10 ноября 1955 года. Всего полтора часа в день в небольшом внутреннем дворике. Сад для нас закрыт, потому что последние три недели ведутся работы по возведению огромных каменных сторожевых вышек. Никто не знает, когда это кончится.
Полноватый Семиналов, служба которого скоро закончится, неожиданно подходит ко мне во дворе и садится рядом. Спрашивает:
— Как у вас дела?
Он явно хочет проявить дружелюбие
— Еще четыре дня, — говорит он, — и домой.
На его добродушном тюленьем лице появляется встревоженное выражение, когда он понимает, что я-то останусь здесь; и он резко меняет тему, показывая палкой на клочки моха на стене.
— Какой яркий цвет. Красиво. Зеленый, как дома!
Снова испуганный взгляд — он понимает, что мог причинить мне боль. Я успокаиваю его:
— Да, в России очень красивые леса.
Мы с помощью жестов разговариваем о животных, на которых он охотился, потому что он не знает их названия На немецком: зайцы, куропатки, лисы. Потом, опять же часто прибегая к жестам, мы говорим о его семье. Если я правильно понял, у его сестры родился ребенок. В какой-то момент он начинает смеяться, все его огромное тело трясется, но я не могу понять, что его рассмешило. Тем не Менее, я смеюсь вместе с ним. Кто тут разгоняет скуку? Под конец меня вдруг осенило, что с ним мне разговаривать проще, чем с собственным сыном.
15 ноября 1955 года. Сегодня приехал с инспекцией русский комендант Берлина генерал Дибров. Он начал с Гесса, который пожаловался на здоровье. Дёниц держался холодно, потому что считает генерала и его товарищей виновными в том, что он все еще здесь. Генерал спросил адмирала:
— Кто это на фотографии?
— Мой сын, — сухо ответил Дёниц.
— Чем он занимается? — дружелюбно поинтересовался Дибров.
— Он погиб на войне.
Дибров показал на другой снимок.
— А это?
— Мой второй сын.
— И где он?
— Тоже погиб.
Тогда, говорят, генерал сочувственно склонил голову.
Потом он пришел ко мне.
— А, архитектор.
Позади маячили четыре директора, два охранника, один начальник охраны; рядом с генералом стоял молодой переводчик.
— Помните, я уже навещал вас однажды? — доброжелательно спросил он. — Вы что-нибудь еще нарисовали с тех пор?
— Нет, освещение слабое, — ответил я. — Хочу поберечь глаза. Надеюсь, скоро они мне понадобятся.
Судя по его улыбке, он понял.
— И… — Дибров явно хотел продолжить разговор, но я молчал. — Что вы имели в виду, когда говорили об освещении? — после паузы поинтересовался он.
— Когда я буду в своей мастерской… как только выйду на свободу.

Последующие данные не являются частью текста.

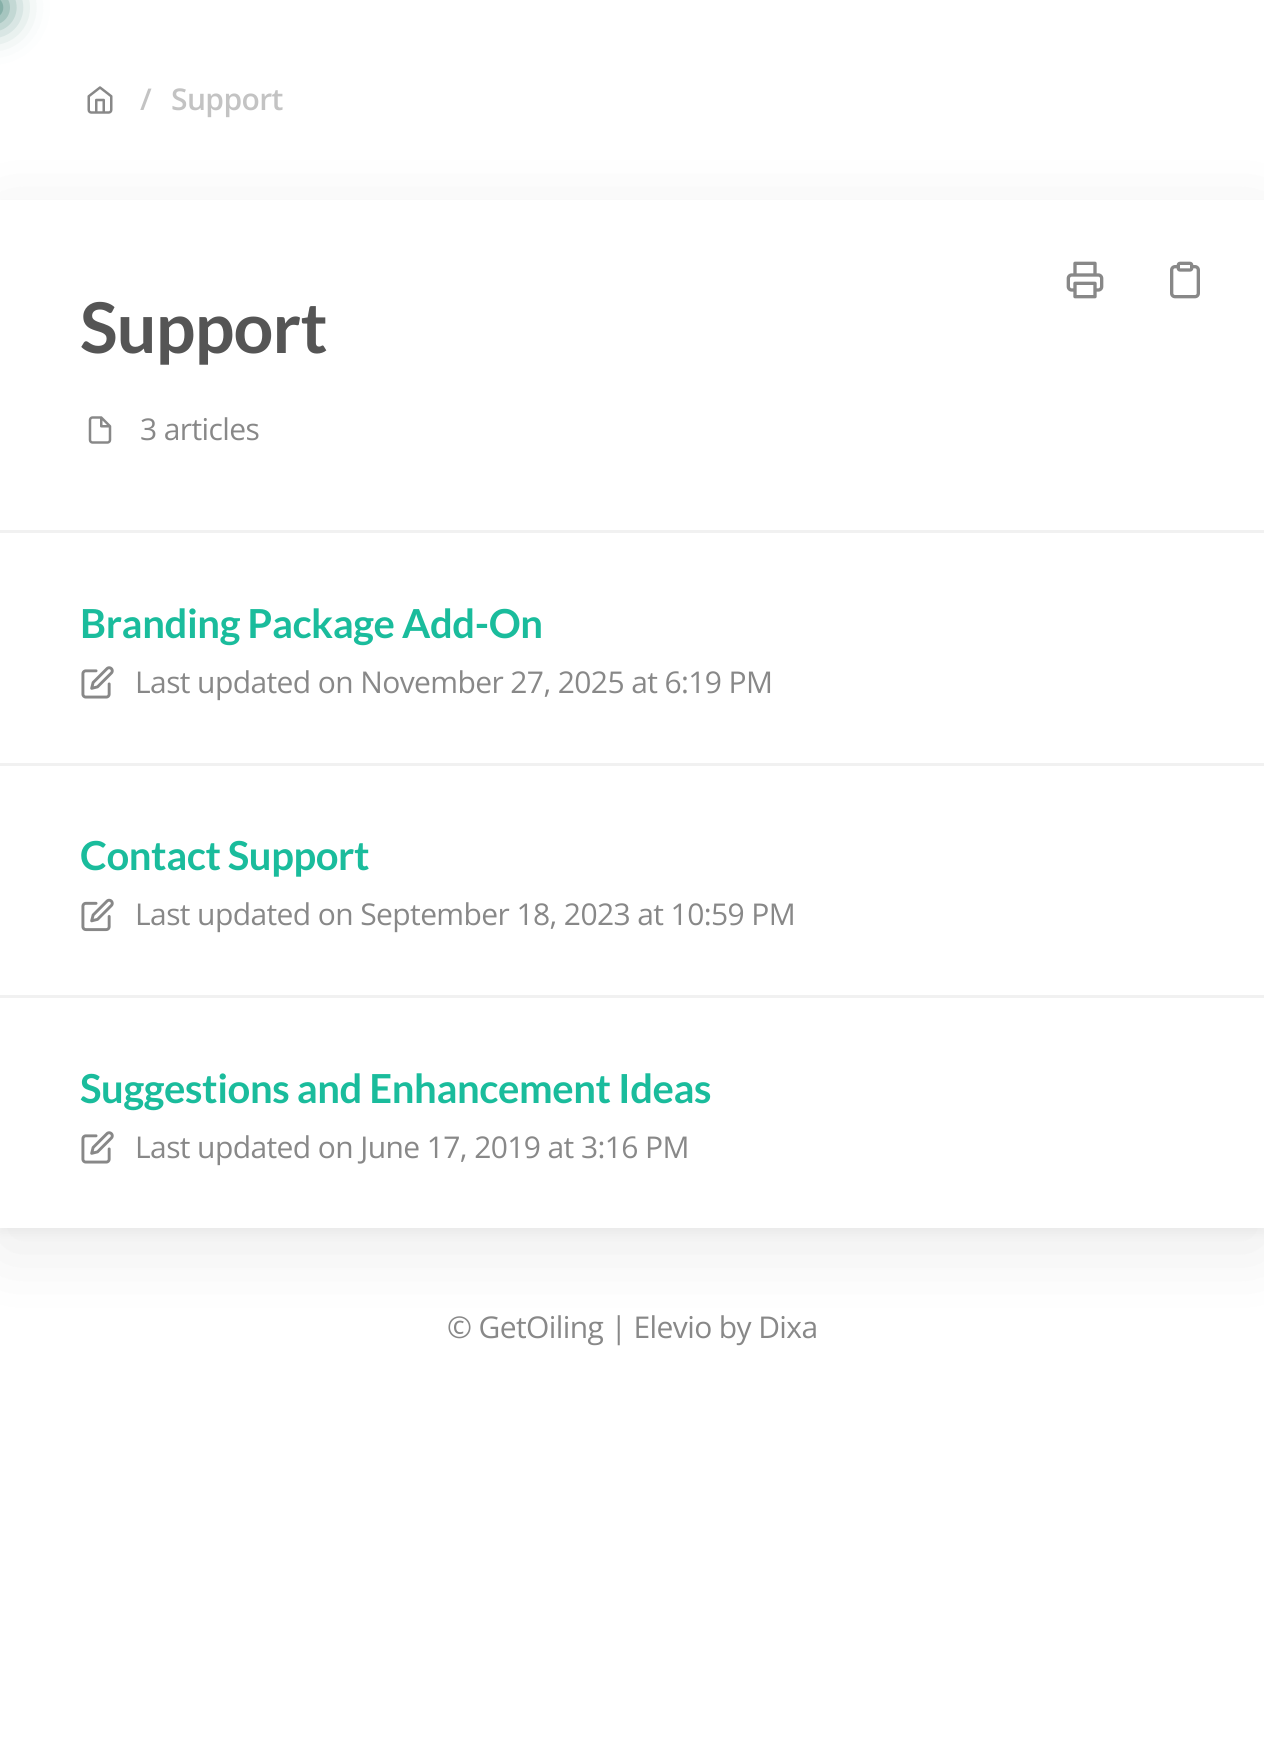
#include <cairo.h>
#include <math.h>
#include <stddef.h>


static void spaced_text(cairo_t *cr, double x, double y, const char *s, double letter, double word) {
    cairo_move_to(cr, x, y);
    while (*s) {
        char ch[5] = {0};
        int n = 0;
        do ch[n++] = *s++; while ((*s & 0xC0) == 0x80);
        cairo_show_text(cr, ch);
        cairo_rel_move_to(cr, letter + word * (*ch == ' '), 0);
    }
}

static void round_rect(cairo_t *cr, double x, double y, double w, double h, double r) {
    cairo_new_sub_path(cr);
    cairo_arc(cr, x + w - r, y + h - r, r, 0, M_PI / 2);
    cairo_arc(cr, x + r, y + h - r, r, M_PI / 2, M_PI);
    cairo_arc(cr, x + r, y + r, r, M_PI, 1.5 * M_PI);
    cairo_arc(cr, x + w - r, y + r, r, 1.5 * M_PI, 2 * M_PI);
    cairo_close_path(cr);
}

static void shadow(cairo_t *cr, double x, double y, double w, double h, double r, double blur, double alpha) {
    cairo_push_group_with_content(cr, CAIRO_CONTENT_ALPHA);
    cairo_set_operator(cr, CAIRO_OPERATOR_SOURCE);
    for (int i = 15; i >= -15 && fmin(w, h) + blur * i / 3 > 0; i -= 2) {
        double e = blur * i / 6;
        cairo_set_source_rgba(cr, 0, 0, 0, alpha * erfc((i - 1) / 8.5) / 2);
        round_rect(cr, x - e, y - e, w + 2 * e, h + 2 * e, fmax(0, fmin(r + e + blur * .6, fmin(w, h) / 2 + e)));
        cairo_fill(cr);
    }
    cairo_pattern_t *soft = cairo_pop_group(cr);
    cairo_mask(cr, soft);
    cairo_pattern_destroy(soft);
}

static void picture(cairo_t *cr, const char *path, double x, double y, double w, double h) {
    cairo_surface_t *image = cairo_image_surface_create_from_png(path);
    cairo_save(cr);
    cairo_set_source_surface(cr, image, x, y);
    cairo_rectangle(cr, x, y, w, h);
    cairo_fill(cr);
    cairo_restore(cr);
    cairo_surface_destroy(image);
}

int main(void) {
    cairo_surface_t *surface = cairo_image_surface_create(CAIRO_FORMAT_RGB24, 1264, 1756);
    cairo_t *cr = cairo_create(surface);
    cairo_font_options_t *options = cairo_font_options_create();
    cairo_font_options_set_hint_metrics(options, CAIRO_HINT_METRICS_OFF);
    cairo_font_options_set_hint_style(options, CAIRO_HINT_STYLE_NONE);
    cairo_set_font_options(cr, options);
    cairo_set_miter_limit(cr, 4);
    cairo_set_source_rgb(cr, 1, 1, 1);
    cairo_paint(cr);
    cairo_set_source_rgb(cr, 0.055, 0.384, 0.322);
    shadow(cr, -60, 0, 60, 15, 0, 20, 1);
    cairo_set_source_rgb(cr, 0, 0, 0);
    shadow(cr, 0, 220, 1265, 1028, 0, 40, 0.08);
    picture(cr, "img1.png", 87, 86, 26, 28);
    cairo_select_font_face(cr, "Open Sans SemiBold", CAIRO_FONT_SLANT_NORMAL, CAIRO_FONT_WEIGHT_NORMAL);
    cairo_set_font_size(cr, 30);
    cairo_set_source_rgb(cr, 0.765, 0.765, 0.765);
    spaced_text(cr, 140, 110, "/", -0.6, 0);
    spaced_text(cr, 171, 110, "Support", -0.6, 0);
    cairo_set_source_rgb(cr, 0, 0, 0);
    shadow(cr, 0, 205, 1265, 1028, 0, 5, 0.04);
    cairo_set_source_rgb(cr, 1, 1, 1);
    cairo_rectangle(cr, 0, 200, 1264, 1028);
    cairo_fill(cr);
    picture(cr, "img2.png", 1066, 261, 38, 38);
    picture(cr, "img3.png", 1170, 261, 30, 38);
    cairo_select_font_face(cr, "Lato", CAIRO_FONT_SLANT_NORMAL, CAIRO_FONT_WEIGHT_BOLD);
    cairo_set_font_size(cr, 70);
    cairo_set_source_rgb(cr, 0.333, 0.333, 0.333);
    spaced_text(cr, 80, 353, "Support", -0.75, 0);
    picture(cr, "img4.png", 88, 416, 24, 28);
    cairo_select_font_face(cr, "Open Sans", CAIRO_FONT_SLANT_NORMAL, CAIRO_FONT_WEIGHT_NORMAL);
    cairo_set_font_size(cr, 30);
    cairo_set_source_rgb(cr, 0.533, 0.533, 0.533);
    spaced_text(cr, 140, 440, "3 articles", -0.6, 0);
    cairo_set_source_rgb(cr, 0.945, 0.945, 0.945);
    cairo_rectangle(cr, 0, 530, 1264, 3);
    cairo_fill(cr);
    cairo_select_font_face(cr, "Lato", CAIRO_FONT_SLANT_NORMAL, CAIRO_FONT_WEIGHT_BOLD);
    cairo_set_font_size(cr, 40);
    cairo_set_source_rgb(cr, 0.102, 0.737, 0.612);
    spaced_text(cr, 80, 638, "Branding Package Add-On", -0.4, 0);
    picture(cr, "img5.png", 81, 666, 33, 33);
    cairo_select_font_face(cr, "Open Sans", CAIRO_FONT_SLANT_NORMAL, CAIRO_FONT_WEIGHT_NORMAL);
    cairo_set_font_size(cr, 30);
    cairo_set_source_rgb(cr, 0.533, 0.533, 0.533);
    spaced_text(cr, 135, 693, "Last updated on November 27, 2025 at 6:19 PM", -0.6, 0);
    cairo_set_source_rgb(cr, 0.945, 0.945, 0.945);
    cairo_rectangle(cr, 0, 763, 1264, 3);
    cairo_fill(cr);
    cairo_select_font_face(cr, "Lato", CAIRO_FONT_SLANT_NORMAL, CAIRO_FONT_WEIGHT_BOLD);
    cairo_set_font_size(cr, 40);
    cairo_set_source_rgb(cr, 0.102, 0.737, 0.612);
    spaced_text(cr, 80, 870, "Contact Support", -0.4, 0);
    picture(cr, "img6.png", 81, 898, 33, 34);
    cairo_select_font_face(cr, "Open Sans", CAIRO_FONT_SLANT_NORMAL, CAIRO_FONT_WEIGHT_NORMAL);
    cairo_set_font_size(cr, 30);
    cairo_set_source_rgb(cr, 0.533, 0.533, 0.533);
    spaced_text(cr, 135, 925, "Last updated on September 18, 2023 at 10:59 PM", -0.6, 0);
    cairo_set_source_rgb(cr, 0.945, 0.945, 0.945);
    cairo_rectangle(cr, 0, 995, 1264, 3);
    cairo_fill(cr);
    cairo_select_font_face(cr, "Lato", CAIRO_FONT_SLANT_NORMAL, CAIRO_FONT_WEIGHT_BOLD);
    cairo_set_font_size(cr, 40);
    cairo_set_source_rgb(cr, 0.102, 0.737, 0.612);
    spaced_text(cr, 80, 1103, "Suggestions and Enhancement Ideas", -0.4, 0);
    picture(cr, "img5.png", 81, 1131, 33, 33);
    cairo_select_font_face(cr, "Open Sans", CAIRO_FONT_SLANT_NORMAL, CAIRO_FONT_WEIGHT_NORMAL);
    cairo_set_font_size(cr, 30);
    cairo_set_source_rgb(cr, 0.533, 0.533, 0.533);
    spaced_text(cr, 135, 1158, "Last updated on June 17, 2019 at 3:16 PM", -0.6, 0);
    spaced_text(cr, 447, 1338, "© GetOiling | Elevio by Dixa", -0.6, 0);
    cairo_surface_write_to_png(surface, "page.png");
    cairo_font_options_destroy(options);
    cairo_destroy(cr);
    cairo_surface_destroy(surface);
    return 0;
}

Он спросил с дружелюбной улыбкой:
— И когда, по-вашему, вы выйдете на свободу?
— Каждый заключенный тешит себя надеждой, — уклончиво ответил я.
Он задумался, потом повернулся к фотографиям.
— Шестеро детей? Вы — счастливчик. Дети — лучший капитал! — С прощальным кивком генерал произнес слово, которое переводчик перевел как «очень доволен».
Потрясенный непривычной любезностью, я смущенно поблагодарил:
— Спасибо за визит.
В сопровождении свиты генерал направился к Шираху и ядовито спросил:
— Жалобы?
— Нет, — услышал я голос Шираха.
В голосе Диброва чувствовалось замешательство от того, что в этот раз Ширах ни на что не жалуется.
— Почему вы не жалуетесь? — неприязненно поинтересовался он. Может, он ознакомился с дневником Шираха?
Днем Функ снова и снова описывал нам свой потрясающий разговор с генералом.